Jungtaek Lim - Friday 14 March 2025 01:58:27 GMT
Likewise I said, I'm concluding the VOTE since we ensure the criteria (3 +1
binding, 1 -1 binding, and also +1s from non-binding).

I don't consider -1 as a veto as I explained, as we should have multiple
-1s if we go for VOTE with the current codebase. (+1 in this proposal is
effectively -1 in another proposal.)

The vote followed the Apache Voting Process
<https://www.apache.org/foundation/voting.html> with the type of
"package release" (which we tend to use in dev@ for VOTE). I guess it could
have also done with "procedural issues" which is less strict, but then this
fulfills both types of votes which should be OK.
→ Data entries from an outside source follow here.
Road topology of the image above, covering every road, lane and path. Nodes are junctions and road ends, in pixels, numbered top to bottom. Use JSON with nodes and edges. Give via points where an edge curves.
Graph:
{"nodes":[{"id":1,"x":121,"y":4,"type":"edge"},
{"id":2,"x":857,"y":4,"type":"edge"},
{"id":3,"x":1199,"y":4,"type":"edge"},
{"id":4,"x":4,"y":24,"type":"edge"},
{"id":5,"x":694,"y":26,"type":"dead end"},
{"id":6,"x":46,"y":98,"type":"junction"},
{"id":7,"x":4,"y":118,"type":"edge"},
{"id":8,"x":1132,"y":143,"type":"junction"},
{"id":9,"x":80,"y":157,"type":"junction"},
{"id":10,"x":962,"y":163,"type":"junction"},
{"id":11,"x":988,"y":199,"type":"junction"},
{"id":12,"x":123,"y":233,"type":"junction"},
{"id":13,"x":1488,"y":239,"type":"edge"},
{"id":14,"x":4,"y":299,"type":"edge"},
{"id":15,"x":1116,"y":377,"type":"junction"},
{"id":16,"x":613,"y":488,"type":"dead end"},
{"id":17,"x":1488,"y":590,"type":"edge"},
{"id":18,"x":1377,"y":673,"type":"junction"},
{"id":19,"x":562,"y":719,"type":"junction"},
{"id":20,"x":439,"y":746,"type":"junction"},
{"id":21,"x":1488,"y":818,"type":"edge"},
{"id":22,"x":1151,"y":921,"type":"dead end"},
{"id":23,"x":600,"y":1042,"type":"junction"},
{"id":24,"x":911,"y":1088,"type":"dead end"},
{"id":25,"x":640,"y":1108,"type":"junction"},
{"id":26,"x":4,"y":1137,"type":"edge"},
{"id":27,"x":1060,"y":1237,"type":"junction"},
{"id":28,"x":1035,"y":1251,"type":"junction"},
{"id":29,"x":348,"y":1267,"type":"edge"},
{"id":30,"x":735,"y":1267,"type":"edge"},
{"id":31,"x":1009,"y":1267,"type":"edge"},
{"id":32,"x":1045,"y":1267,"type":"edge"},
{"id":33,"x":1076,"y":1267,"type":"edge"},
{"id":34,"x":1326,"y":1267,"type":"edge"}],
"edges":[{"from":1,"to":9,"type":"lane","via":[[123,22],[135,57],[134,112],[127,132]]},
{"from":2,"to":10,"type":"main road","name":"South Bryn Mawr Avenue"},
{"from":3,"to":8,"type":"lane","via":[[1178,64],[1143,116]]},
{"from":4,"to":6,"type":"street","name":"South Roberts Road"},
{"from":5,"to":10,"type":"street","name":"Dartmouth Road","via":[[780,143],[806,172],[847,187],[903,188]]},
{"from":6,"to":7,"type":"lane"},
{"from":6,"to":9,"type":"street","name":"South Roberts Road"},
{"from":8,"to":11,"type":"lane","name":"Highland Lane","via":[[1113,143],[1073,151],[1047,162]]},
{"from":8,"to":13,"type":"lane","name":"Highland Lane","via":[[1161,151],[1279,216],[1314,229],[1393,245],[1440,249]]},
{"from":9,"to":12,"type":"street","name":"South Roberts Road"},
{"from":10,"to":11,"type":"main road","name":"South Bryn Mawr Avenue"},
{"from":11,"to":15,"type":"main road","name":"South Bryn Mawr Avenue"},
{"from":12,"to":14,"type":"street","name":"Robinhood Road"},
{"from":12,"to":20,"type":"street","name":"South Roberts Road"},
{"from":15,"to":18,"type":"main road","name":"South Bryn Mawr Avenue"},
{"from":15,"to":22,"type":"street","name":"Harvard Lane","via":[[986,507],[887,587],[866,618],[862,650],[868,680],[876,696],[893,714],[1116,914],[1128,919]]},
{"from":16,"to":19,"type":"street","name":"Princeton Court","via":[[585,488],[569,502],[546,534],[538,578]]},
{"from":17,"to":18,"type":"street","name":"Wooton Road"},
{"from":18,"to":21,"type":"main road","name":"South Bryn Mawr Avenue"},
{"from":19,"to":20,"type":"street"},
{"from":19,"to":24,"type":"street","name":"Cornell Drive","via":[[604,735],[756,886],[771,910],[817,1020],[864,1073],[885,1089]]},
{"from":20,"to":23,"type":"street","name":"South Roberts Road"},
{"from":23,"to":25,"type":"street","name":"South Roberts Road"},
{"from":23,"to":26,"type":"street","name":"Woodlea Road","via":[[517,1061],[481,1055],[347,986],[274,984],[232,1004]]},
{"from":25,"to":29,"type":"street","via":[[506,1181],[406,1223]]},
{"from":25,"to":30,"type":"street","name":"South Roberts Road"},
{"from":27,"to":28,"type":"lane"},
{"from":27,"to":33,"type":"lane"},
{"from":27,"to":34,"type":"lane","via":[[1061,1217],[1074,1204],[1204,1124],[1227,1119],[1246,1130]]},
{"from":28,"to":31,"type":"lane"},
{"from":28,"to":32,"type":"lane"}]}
The current codebase is "accidentally" representing another proposal and it
is never intended. I don't find the way I can -1 to the current codebase,
and make a different change neither bound to any proposal to be fair.

I don't want to block the release because of the above. So, let's change
the current codebase the way we discussed and voted here. Reverting this
decision should require another VOTE.

Thanks to everyone who voted!

Mark Hamstra - Friday 14 March 2025 02:34:27 GMT
Absolutely not!

This is clearly a vote on a code change, not on a procedural issue or
a package release. The code change has been vetoed by a -1 vote by a
qualified voter.

---------------------------------------------------------------------
To unsubscribe e-mail: [email protected]

Mridul Muralidharan - Friday 14 March 2025 06:31:33 GMT
I agree with Mark, imo this is a qualified veto.
We should give Dongjoon the opportunity to give his clarification, if any.

I do realize this delays the RC process, but this deserves to be looked
into carefully.

Thanks,
Mridul

Mridul Muralidharan - Friday 14 March 2025 06:39:46 GMT
FWIW, I am +1 on the proposal (though I missed the vote on this !)

Regards,
Mridul

Dongjoon Hyun - Friday 14 March 2025 08:32:18 GMT
Thank you all.

The vote is finished in an intended way with the expected result. We have
enough time to discuss and I have been sticking to my original
technical justification from the beginning (including this).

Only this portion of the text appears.